鉄筋張力確認検査に関する建設現場イメージ
Rebar Tensioning Inspection

鉄筋張力確認検査

Rebar Tensioning Inspection

工事の種類
てっきんちょうりょくかくにんけんさ

鉄筋張力確認検査とは

鉄筋張力確認検査は、鉄骨・鉄筋構造物の施工において、使用する鉄筋が設計仕様に適合しているかを確認するための重要な検査業務です。特に鉄骨工事や大規模な仮設工事では、鉄筋の張力性能が構造体の安全性に直結するため、必須の品質管理活動となります。

この検査では、材料受入時に抜き取り試験を実施し、引張強度(引張試験機で測定)、降伏強度、伸び率などの物理的性質を確認します。JIS規格に基づいた試験方法により、鉄筋が設計基準強度を満たしていることを証明します。

検査の実施方法と流れ

受け入れた鉄筋に対して、以下の手順で張力確認検査を進めます。

  • サンプリング:ロットごとに規定本数を抽出(通常、同一ロットから複数本を選定)
  • 前処理:試験片の寸法を確認し、測定用のゲージマークを設定
  • 引張試験:万能試験機を使用し、一定速度で引張荷重を加え、降伏点・最大引張応力・破断伸び率を測定
  • 結果判定:JIS G 3112(異形棒鋼)などの規格値と比較し、合否判定
  • 記録保管:試験成績書を施工管理書類として保存

これらの検査結果は品質管理の重要な記録となり、竣工時の竣工図書に添付されます。

品質基準と規格

鉄筋張力確認検査で使用される主な規格は以下の通りです:

  • JIS G 3112:異形棒鋼(SD295、SD345、SD390など)
  • JIS G 3191:普通鋼熱間圧延棒鋼
  • 建築基準法施行令:構造体の安全性確保に関する規定

引張強度の合格基準は鉄筋の種別ごとに異なり、例えばSD345Aの場合、降伏強度は345N/mm²以上、引張強度は490N/mm²以上と定められています。また、延性を確保するため、伸び率(全伸び)も規定値以上であることが求められます。

施工現場での役割と重要性

施工管理技士を中心とした現場管理チームは、受け入れた鉄筋の張力確認検査を徹底することで、後工程での定着溶接傷の定着管理などの品質確保につながります。不合格の鉄筋は現場から除去し、納入元に返却または処分することで、構造物全体の安全性を維持します。

引張試験の技術的詳細

鉄筋の張力確認検査における引張試験は、万能試験機を用いた標準的な方法です。試験片は通常、直径13〜32mmの異形棒鋼から採取され、標点距離(ゲージ長)は5倍直径法(5d)または10倍直径法(10d)により設定されます。試験速度は毎分2〜20mm程度に制御され、降伏点到達までは比較的低速で、その後の引張段階では速度を上げる二段階方式が一般的です。
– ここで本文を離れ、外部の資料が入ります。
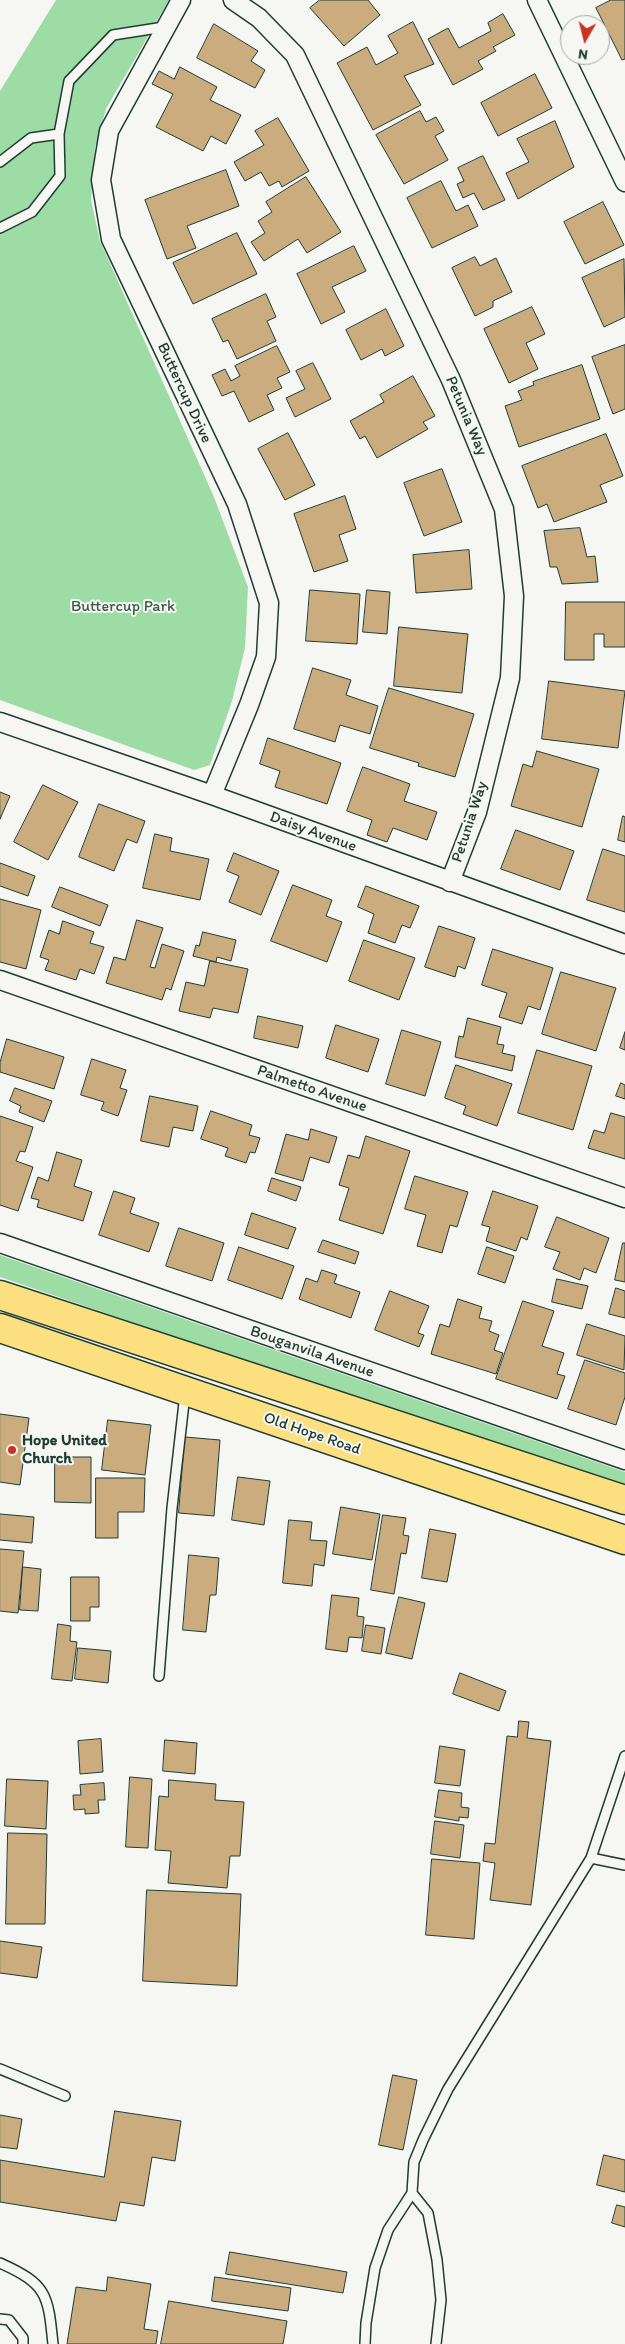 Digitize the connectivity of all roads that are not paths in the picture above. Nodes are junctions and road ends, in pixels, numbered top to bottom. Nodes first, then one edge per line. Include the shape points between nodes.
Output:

測定結果から得られる応力ひずみ曲線により、降伏強度・最大引張応力・破断伸び率・絞り率などの物理量が算出されます。特に降伏強度は構造計算の基礎となるため、測定値が設計値を下回る場合は、材料メーカーや納入元との協議が必要になります。また、複数本の試験片で結果が不安定な場合は、ロット全体の品質に疑問符が付くため、追加検査や全数検査への切り替えを検討します。

規格基準
JIS G 3112などの日本工業規格に準拠し、降伏強度・引張強度・伸び率を確認
検査タイミング
材料受け入れ時に実施し、ロットごとの抜き取り試験で品質保証
施工管理への影響
不合格品の排除により、定着・溶接などの後工程品質を確保

柴田工業の現場から

佐藤世人
佐藤世人 工事部

鉄筋の張力確認検査は地味ですが、現場の安全性を支える基本中の基本。試験成績書がないと竣工書類が完成しないので、絶対に欠かせない業務です。